## Your task
Show, from the records below, all lines that contain the word "them".

## Exercise material

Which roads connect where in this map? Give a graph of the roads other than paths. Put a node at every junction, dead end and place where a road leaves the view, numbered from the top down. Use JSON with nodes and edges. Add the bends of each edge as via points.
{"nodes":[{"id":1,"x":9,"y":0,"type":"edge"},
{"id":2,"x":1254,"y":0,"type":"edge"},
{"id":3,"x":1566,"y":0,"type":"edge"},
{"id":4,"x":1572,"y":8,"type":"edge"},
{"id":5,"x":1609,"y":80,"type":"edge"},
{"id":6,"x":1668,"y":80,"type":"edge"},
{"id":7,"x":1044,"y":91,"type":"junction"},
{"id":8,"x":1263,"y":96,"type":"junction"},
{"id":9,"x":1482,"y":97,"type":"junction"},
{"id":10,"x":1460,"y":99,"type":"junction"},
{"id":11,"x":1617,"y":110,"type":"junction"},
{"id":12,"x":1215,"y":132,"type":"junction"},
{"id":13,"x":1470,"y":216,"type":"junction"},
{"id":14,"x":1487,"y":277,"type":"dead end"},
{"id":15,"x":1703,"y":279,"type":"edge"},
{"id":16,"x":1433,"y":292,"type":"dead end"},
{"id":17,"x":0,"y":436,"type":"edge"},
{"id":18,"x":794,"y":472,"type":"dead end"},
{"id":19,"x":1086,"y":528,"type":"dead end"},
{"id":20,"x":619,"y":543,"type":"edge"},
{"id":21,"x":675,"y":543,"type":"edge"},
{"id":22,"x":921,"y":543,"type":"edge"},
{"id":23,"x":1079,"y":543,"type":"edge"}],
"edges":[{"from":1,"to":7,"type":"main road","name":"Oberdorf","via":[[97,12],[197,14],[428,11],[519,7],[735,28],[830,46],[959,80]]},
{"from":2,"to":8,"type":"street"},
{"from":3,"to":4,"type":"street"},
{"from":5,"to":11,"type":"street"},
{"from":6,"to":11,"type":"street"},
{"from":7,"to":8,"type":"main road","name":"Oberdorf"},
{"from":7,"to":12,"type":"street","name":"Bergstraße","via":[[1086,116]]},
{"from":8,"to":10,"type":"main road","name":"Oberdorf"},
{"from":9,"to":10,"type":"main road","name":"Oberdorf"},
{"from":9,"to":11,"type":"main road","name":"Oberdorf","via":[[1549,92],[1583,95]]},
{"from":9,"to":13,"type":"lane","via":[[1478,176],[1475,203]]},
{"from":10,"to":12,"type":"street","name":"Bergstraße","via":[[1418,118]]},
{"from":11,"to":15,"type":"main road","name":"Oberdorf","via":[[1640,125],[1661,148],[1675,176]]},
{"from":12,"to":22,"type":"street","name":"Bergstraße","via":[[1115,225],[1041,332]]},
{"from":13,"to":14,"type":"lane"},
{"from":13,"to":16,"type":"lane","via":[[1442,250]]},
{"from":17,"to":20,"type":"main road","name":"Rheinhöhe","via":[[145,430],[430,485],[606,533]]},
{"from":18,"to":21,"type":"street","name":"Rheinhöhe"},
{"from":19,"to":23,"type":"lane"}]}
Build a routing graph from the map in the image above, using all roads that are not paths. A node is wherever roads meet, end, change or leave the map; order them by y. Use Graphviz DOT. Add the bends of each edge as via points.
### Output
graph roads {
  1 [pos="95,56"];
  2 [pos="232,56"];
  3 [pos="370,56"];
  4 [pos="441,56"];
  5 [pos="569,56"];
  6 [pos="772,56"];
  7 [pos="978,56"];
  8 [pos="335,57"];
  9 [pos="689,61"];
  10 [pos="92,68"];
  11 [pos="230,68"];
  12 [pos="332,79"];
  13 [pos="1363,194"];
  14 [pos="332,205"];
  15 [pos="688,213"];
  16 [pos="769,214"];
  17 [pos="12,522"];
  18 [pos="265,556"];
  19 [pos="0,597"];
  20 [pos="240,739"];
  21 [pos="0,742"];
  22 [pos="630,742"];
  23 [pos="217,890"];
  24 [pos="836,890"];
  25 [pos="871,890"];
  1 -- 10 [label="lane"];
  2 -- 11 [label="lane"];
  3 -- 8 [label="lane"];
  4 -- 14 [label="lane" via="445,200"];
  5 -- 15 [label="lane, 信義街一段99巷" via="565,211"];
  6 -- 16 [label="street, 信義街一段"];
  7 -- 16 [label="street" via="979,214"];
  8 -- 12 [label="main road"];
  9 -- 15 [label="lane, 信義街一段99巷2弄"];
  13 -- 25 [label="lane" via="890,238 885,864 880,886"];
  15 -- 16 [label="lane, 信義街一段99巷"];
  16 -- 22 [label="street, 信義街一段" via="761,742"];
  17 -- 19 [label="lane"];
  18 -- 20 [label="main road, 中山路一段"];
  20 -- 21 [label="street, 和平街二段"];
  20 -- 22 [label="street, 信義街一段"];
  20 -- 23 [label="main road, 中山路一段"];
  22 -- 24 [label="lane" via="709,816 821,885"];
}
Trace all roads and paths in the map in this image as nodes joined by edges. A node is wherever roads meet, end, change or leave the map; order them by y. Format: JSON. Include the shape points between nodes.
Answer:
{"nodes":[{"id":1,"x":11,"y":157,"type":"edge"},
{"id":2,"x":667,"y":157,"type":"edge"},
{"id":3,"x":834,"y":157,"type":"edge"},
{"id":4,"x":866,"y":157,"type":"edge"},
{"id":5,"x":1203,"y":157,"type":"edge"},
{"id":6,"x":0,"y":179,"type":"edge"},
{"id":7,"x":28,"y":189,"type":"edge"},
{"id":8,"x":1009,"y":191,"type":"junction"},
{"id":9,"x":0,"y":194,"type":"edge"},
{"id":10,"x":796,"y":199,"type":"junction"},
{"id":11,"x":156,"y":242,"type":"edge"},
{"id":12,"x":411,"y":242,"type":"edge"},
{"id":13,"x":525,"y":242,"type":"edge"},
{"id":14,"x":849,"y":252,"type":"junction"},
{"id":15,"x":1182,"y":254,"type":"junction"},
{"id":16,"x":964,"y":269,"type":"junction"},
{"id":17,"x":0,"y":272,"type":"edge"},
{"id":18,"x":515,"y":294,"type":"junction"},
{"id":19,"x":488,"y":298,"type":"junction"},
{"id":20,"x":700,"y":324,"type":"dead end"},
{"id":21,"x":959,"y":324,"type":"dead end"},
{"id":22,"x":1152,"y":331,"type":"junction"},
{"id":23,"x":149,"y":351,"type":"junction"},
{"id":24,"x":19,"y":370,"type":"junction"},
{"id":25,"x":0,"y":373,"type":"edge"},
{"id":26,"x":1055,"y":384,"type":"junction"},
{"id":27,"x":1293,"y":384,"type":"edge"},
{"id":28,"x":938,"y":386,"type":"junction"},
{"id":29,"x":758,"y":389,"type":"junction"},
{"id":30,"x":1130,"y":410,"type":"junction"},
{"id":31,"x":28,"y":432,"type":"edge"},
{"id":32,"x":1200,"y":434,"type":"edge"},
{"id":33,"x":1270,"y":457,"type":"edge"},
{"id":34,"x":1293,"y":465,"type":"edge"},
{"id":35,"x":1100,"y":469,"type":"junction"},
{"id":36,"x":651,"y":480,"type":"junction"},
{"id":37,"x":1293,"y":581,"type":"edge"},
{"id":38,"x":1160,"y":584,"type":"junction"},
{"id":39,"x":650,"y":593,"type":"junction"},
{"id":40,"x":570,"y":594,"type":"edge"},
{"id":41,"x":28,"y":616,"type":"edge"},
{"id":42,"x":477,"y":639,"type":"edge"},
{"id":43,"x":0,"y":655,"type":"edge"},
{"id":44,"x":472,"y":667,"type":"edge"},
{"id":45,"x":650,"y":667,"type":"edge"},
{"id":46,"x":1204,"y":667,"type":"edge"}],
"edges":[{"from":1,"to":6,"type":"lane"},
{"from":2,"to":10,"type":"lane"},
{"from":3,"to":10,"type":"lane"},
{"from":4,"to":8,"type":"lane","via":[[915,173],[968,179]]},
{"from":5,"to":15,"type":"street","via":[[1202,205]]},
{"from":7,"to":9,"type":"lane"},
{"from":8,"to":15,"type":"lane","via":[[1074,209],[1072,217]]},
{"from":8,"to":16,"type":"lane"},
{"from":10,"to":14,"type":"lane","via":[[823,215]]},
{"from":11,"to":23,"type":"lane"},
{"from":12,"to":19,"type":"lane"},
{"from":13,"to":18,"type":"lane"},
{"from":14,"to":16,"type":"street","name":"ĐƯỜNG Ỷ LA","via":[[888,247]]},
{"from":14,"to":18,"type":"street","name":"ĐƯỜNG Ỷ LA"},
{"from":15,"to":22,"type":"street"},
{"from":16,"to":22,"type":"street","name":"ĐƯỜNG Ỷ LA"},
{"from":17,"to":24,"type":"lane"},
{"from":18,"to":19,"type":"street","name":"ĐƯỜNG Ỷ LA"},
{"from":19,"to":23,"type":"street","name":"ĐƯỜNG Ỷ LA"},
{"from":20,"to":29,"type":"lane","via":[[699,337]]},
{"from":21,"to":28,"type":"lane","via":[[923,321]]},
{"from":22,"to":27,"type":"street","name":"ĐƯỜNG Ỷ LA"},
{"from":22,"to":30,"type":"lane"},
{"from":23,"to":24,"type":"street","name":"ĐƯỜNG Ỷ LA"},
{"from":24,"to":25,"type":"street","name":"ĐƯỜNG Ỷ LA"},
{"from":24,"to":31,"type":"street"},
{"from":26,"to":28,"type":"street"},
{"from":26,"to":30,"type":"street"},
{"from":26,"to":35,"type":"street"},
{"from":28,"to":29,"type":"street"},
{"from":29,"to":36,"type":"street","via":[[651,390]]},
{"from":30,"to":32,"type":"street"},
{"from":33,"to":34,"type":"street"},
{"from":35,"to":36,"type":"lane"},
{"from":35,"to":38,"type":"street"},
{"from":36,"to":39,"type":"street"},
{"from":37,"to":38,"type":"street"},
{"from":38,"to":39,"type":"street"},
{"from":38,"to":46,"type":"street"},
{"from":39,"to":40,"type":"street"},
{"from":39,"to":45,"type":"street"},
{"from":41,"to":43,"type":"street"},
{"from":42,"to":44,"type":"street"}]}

## Written reply
Build a routing graph from the map in the image above, using all roads that are not paths. A node is wherever roads meet, end, change or leave the map; order them by y. Use Graphviz DOT. Add the bends of each edge as via points.
Trace all roads and paths in the map in this image as nodes joined by edges. A node is wherever roads meet, end, change or leave the map; order them by y. Format: JSON. Include the shape points between nodes.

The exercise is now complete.